You’ve got no one on your staff at the firm you run who relies on money from court appointed counsel.  One big reason I stopped attending Knoxville Bar Association “Barrister’s” events was listening to your Gay Street associates muse over whether they should enter their respective firms’ “Health and Wellness” programs for an extra $5,000 bonus.  You may write it off, but those of us who are running solo practices don’t.  Those of us who are in General Sessions on arraignment day or on Division Street looking for work are in agreement this isn’t a good look for you or your positions.

However “caustic” my language may be, I’m always willing to talk, Senator.  As long as we’re talking, we’re working for a solution.

2. With regards to Representative Lundberg, I have faith in his desire to see indigent defense bettered through the creation of the Task Force.  I want to make an unequivocal statement that at no point did he ever make any sort of statements that he wanted to “ruin my career” or otherwise.  I do take issue, respectfully, with the fact he’s got no one on the Task Force that has skin in the game when it comes to court appointed work.  I also take issue with his comments this Task Force was created to make sure “people with money hired lawyers instead of asking the state for a free one” and that he knew no rates of pay would ever raise for counsel in Tennessee.
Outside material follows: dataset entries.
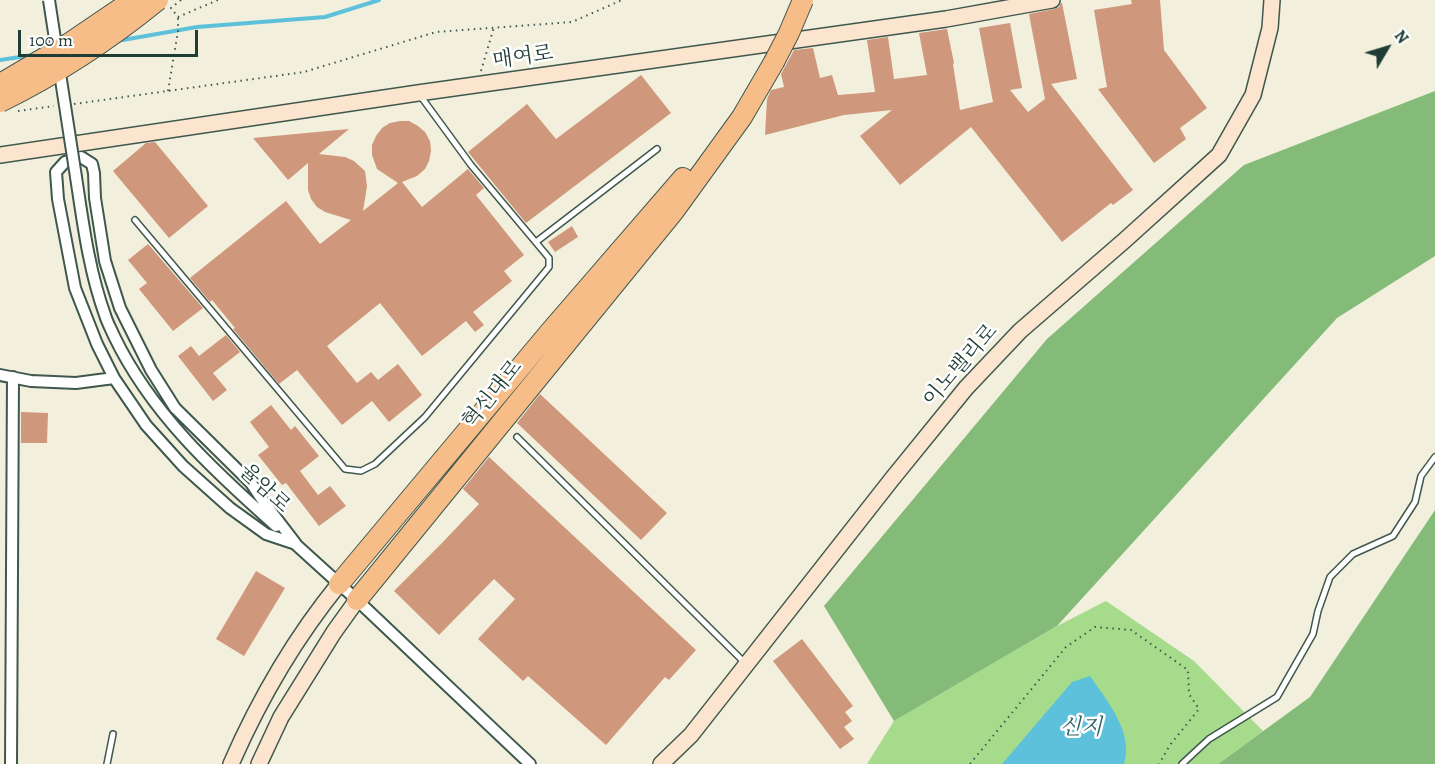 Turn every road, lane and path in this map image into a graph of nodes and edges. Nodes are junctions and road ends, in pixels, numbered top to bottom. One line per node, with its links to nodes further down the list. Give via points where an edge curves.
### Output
1 (48, 0): 30 (street, 율암로, bridge, via 86,249 105,316 126,360 188,443)
2 (133, 0): 14 (highway, bridge)
3 (158, 0): 20 (highway, bridge)
4 (181, 0): 11 (path, via 171,8)
5 (218, 0): 11 (path)
6 (622, 0): 12 (path, via 572,22)
7 (791, 0): 13 (highway)
8 (803, 0): 13 (highway, bridge, via 789,33)
9 (1052, 0): 15 (main road, 매여로, via 946,19)
10 (1272, 0): 33 (main road, 이노밸리로, via 1270,28 1253,95 1219,154 1020,331 966,388)
11 (178, 17): 16 (path)
12 (494, 27): 15 (path); 16 (path, via 436,32 304,72)
13 (769, 60): 31 (highway, via 692,167); 32 (highway, 혁신대로, via 736,125 674,211)
14 (0, 84)
15 (477, 85): 17 (main road, 매여로)
16 (168, 91): 18 (path)
17 (418, 93): 22 (main road, 매여로); 24 (lane, via 471,165)
18 (67, 105)
19 (56, 106): 20 (path)
20 (6, 107)
21 (657, 149): 24 (lane)
22 (0, 155)
23 (135, 220): 24 (lane, via 345,469 361,471 375,464 425,417 549,267 549,258)
24 (536, 242)
25 (0, 375): 26 (street)
26 (13, 377): 27 (street, via 76,383); 35 (street)
27 (114, 378): 30 (street, via 146,424 183,466 266,534); 30 (street, via 75,288 58,199 56,172 64,162 81,157 92,164 105,261 120,308 150,370 175,408 251,483)
28 (517, 437): 33 (lane)
29 (1435, 457): 43 (lane, via 1421,476 1415,502 1393,536 1353,555 1330,577 1313,634 1277,697 1209,739)
30 (296, 544): 31 (street, 율암로)
31 (339, 584): 32 (street, 율암로); 37 (main road, via 316,612 281,668)
32 (357, 600): 38 (main road, 혁신대로, via 281,717); 39 (street, 율암로)
33 (747, 665): 40 (main road, 이노밸리로, via 691,735)
34 (113, 734): 36 (lane)
35 (11, 764)
36 (106, 764)
37 (231, 764)
38 (259, 764)
39 (530, 764)
40 (661, 764)
41 (970, 764): 42 (path, via 1066,647 1095,627 1131,630 1188,670 1189,694 1199,709)
42 (1159, 764)
43 (1182, 764)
Finally, I take issue with the formation of the Task Force as currently constructed with no person relying on indigent defense work to keep the lights on.

3. The case my pal speaks of, in all fairness, was a stinker for him.  He’s a great lawyer in his own right, but sometimes we as lawyers have to attempt making chicken salad out of chicken shit.  That said, he’s right: I’ve had no mentors on which I could rely since I started practicing law, and have only recently managed to expand my sphere of influence and connections to a point where if I need help with an issue, or if I need to refer a client to someone, I can do that.  It took me five years to get there, but I’m grateful for the experience and the chance to become as resourceful as I am when dealing with cases.
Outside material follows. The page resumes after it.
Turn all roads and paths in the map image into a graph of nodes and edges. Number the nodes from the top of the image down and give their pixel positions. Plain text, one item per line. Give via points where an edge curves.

4. I actually agree with a few of the points made by the Task Force, Chairman Koch, Representative Lundberg, and others.  There’s a problem with indigent defense funding when some counties hand out court appointed attorneys like candy and others stringently check to see if a person truly cannot afford reasonable attorney fees.

5. Despite my pal’s “brief” to the Task Force, I don’t take indigent cases anymore.  I think the work’s important, but I reached a point in my career where I had to make a decision between doing work I hated and not getting paid or actually doing work I loved and getting paid.  That jump meant going from taking every court appointed case I could find to spending more time marketing, networking, and learning about the way business actually works.
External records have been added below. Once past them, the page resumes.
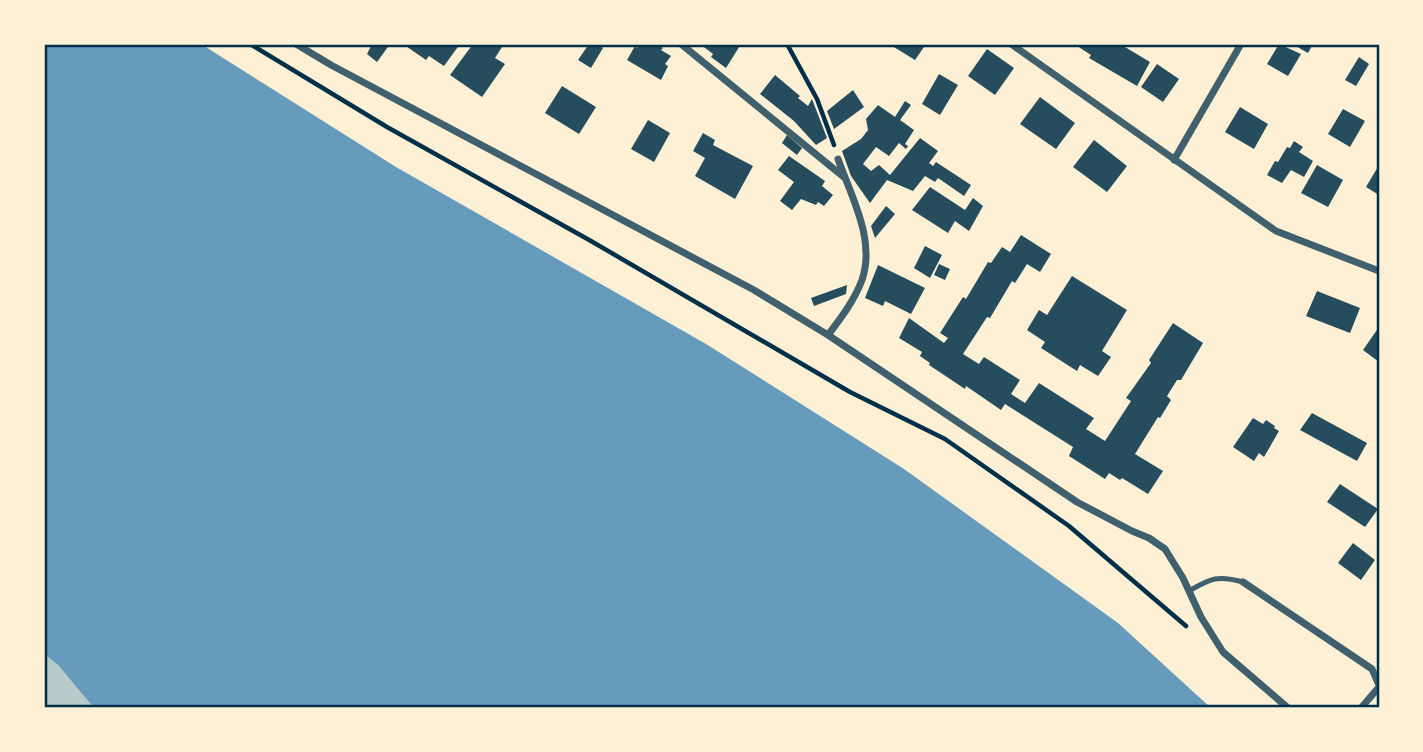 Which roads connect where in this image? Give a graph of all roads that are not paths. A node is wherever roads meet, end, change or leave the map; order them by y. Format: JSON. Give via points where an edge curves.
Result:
{"nodes":[{"id":1,"x":296,"y":44,"type":"edge"},
{"id":2,"x":681,"y":44,"type":"edge"},
{"id":3,"x":1011,"y":44,"type":"edge"},
{"id":4,"x":1241,"y":44,"type":"edge"},
{"id":5,"x":838,"y":159,"type":"road end"},
{"id":6,"x":1174,"y":160,"type":"junction"},
{"id":7,"x":845,"y":178,"type":"junction"},
{"id":8,"x":1379,"y":271,"type":"edge"},
{"id":9,"x":828,"y":335,"type":"junction"},
{"id":10,"x":1243,"y":582,"type":"joint"},
{"id":11,"x":1189,"y":591,"type":"junction"},
{"id":12,"x":1379,"y":686,"type":"edge"},
{"id":13,"x":1288,"y":708,"type":"edge"},
{"id":14,"x":1361,"y":708,"type":"edge"}],
"edges":[{"from":1,"to":9,"type":"street","via":[[754,290]]},
{"from":2,"to":7,"type":"street"},
{"from":3,"to":6,"type":"street"},
{"from":4,"to":6,"type":"street"},
{"from":5,"to":7,"type":"street"},
{"from":6,"to":8,"type":"street","via":[[1276,231]]},
{"from":7,"to":9,"type":"street","via":[[864,231],[863,278]]},
{"from":9,"to":11,"type":"street","via":[[1077,502],[1165,549]]},
{"from":10,"to":11,"type":"lane","via":[[1211,578]]},
{"from":10,"to":12,"type":"street","via":[[1372,668]]},
{"from":11,"to":13,"type":"street","via":[[1223,652]]},
{"from":12,"to":14,"type":"street"}]}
That said, we’re reaching a tipping point in this state when it comes to indigent defense.  New Orleans is the proverbial canary in the coal mine when it comes to this crisis.  Right now they’re so strapped for effective representation the Public Defender’s office has stopped taking cases.  That led to one judge releasing several people accused of violent crimes and a suit by the ACLU.  This is an issue to which the State of Tennessee cannot, and must not turn a blind eye.

To my readers in Knoxville or the surrounding areas: I’ll be speaking at the University of Tennessee, Room 132, starting at 11:00 AM on Friday, May 20 about the big issues facing the Task Force.  If you’re a lawyer reading this, you might want to consider coming to see the Task Force explain why rates of pay will never get raised.  If you’re a non-lawyer, you might want to attend to see just how the State views you if you’re charged with any offense.  It’ll be an interesting discussion.